Google Camera port now has support for RAW images and full HDR+ control

The most recent update for the Google Camera application brings RAW image, full HDR customization, and various other changes.

A month ago, a developer in the Ukraine made a forked version of the Google Camera application that enabled it to be introduced on a ton of other Android phones not made by Google. The port’s been loaded with many bugs and missing highlights since its underlying release, but the most recent refresh takes this from being a trial to something that is day by day material. This port of the Google Camera application officially upheld Zero Shutter Lag and HDR+, but you now can alter precisely how HDR functions.

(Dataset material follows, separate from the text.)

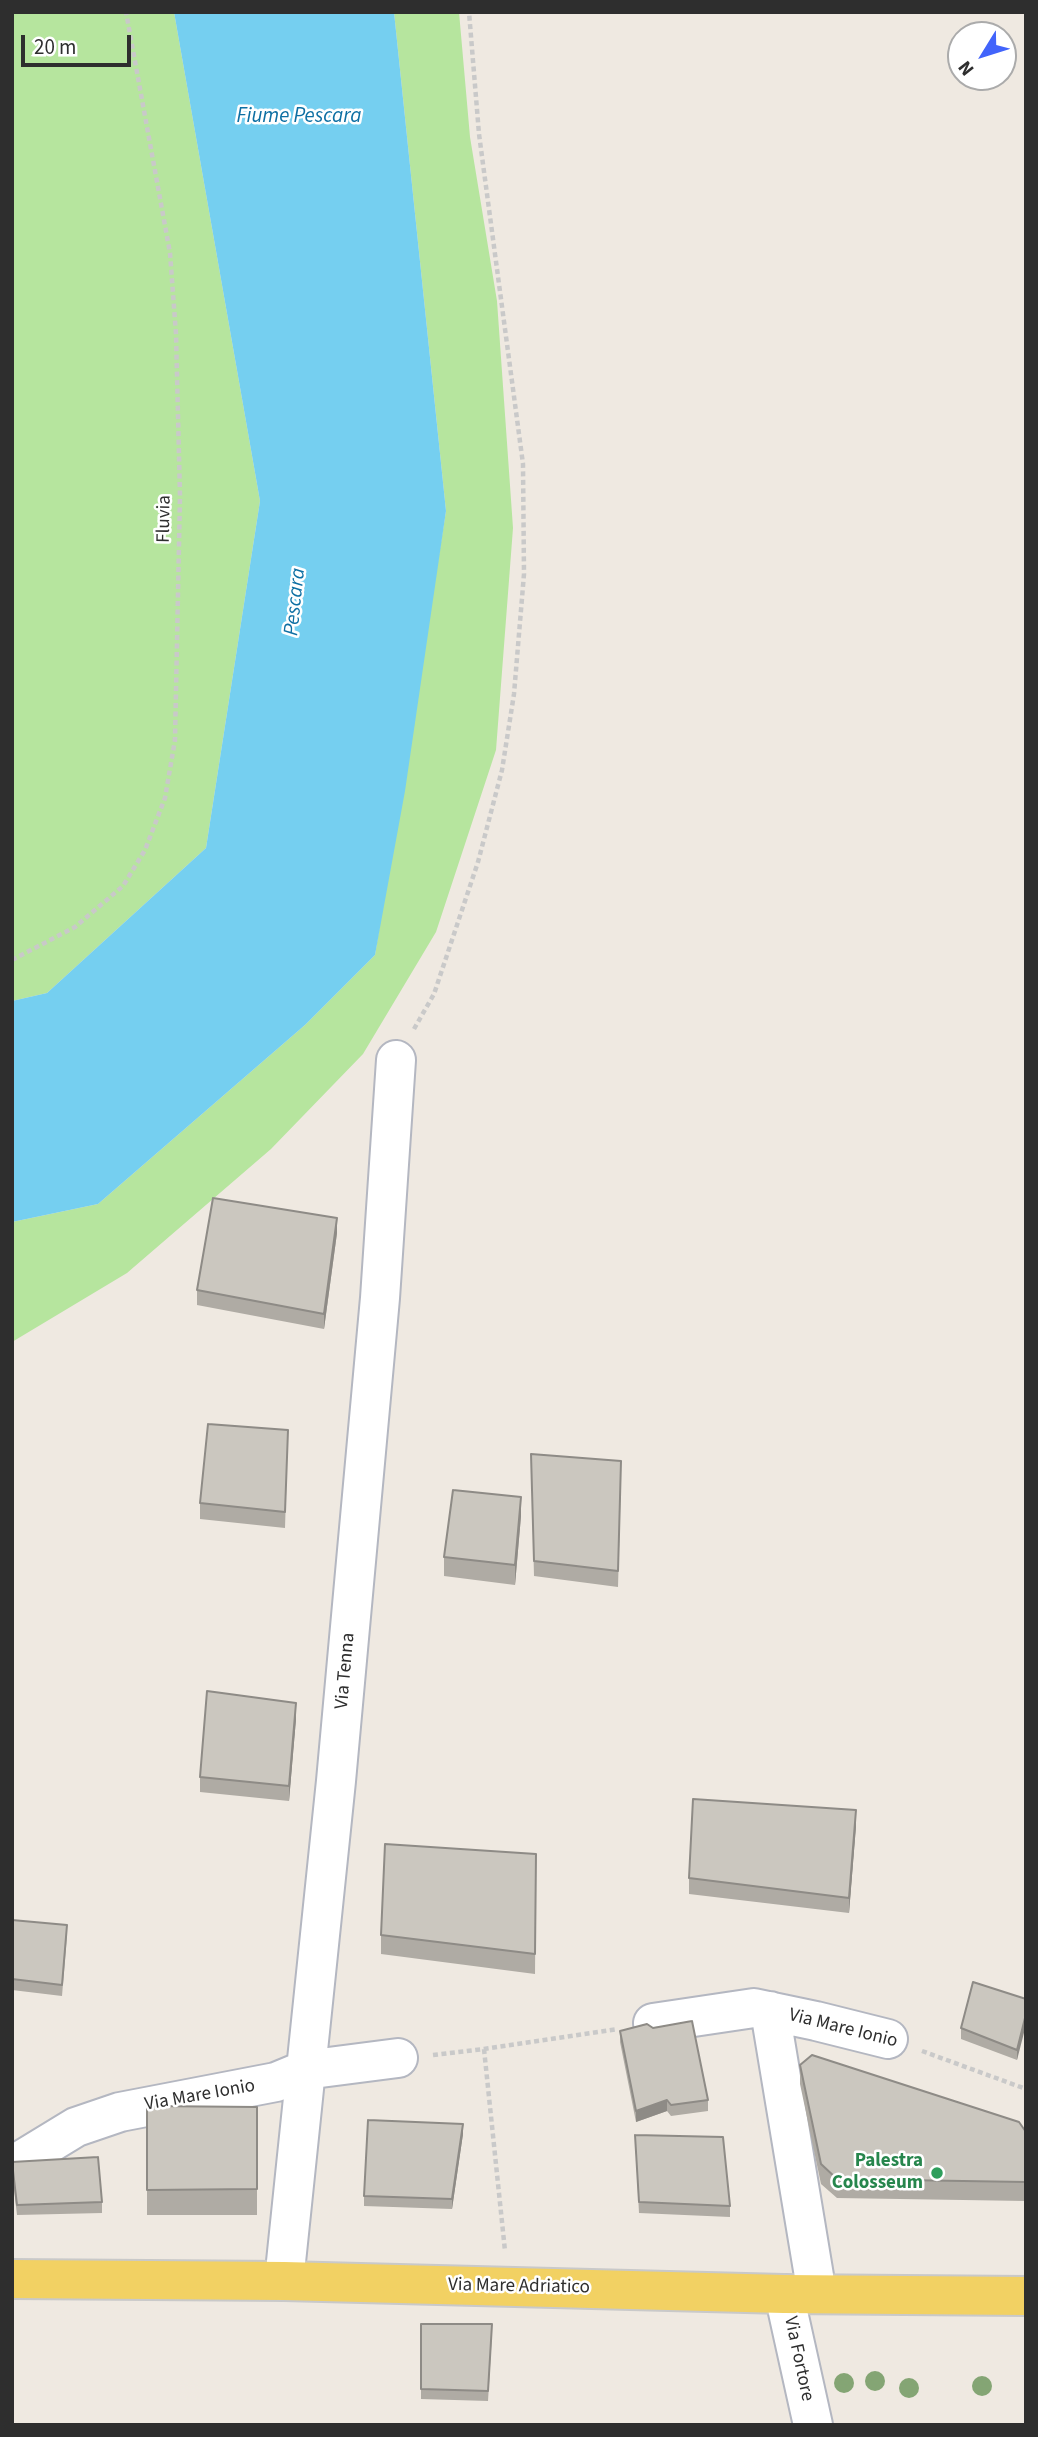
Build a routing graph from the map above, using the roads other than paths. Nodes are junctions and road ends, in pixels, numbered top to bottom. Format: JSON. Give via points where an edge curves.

By heading over to the settings page for the Camera application, you can pick the HDR+ burst frame count, calculation HDR+ image reader image count, buffer size, and more. This basically gives you a chance to change the calculation for HDR photographs that you take, and it’s prescribed that you reboot your phone in the wake of rolling out any improvements here to keep any accidents from happening.

Alongside the new HDR customization, the Google Camera port now likewise bolsters RAW image catch. Having RAW image records is extraordinary for those that get a kick out of the chance to truly change and modify their photos sometime later, but what’s pleasant here is that the application will at the same time catch both a RAW image and JPG one with HDR+ impacts.

Include the majority of this together with other performance changes and plenty of bug-kills, and you’re taking a gander at something that could supplant the stock camera application that is right now on your phone.

If you need to give the Google Camera port a shot, you can download the version from Android File Host. The application right now chips away at gadgets like the LG G6, OnePlus 5, Galaxy S8, and most phones with a Snapdragon 820/821 processor, but as with any application that has been made or modified by an outsider, know that you may at present keep running into a few issues even with the greater part of the changes that have been made.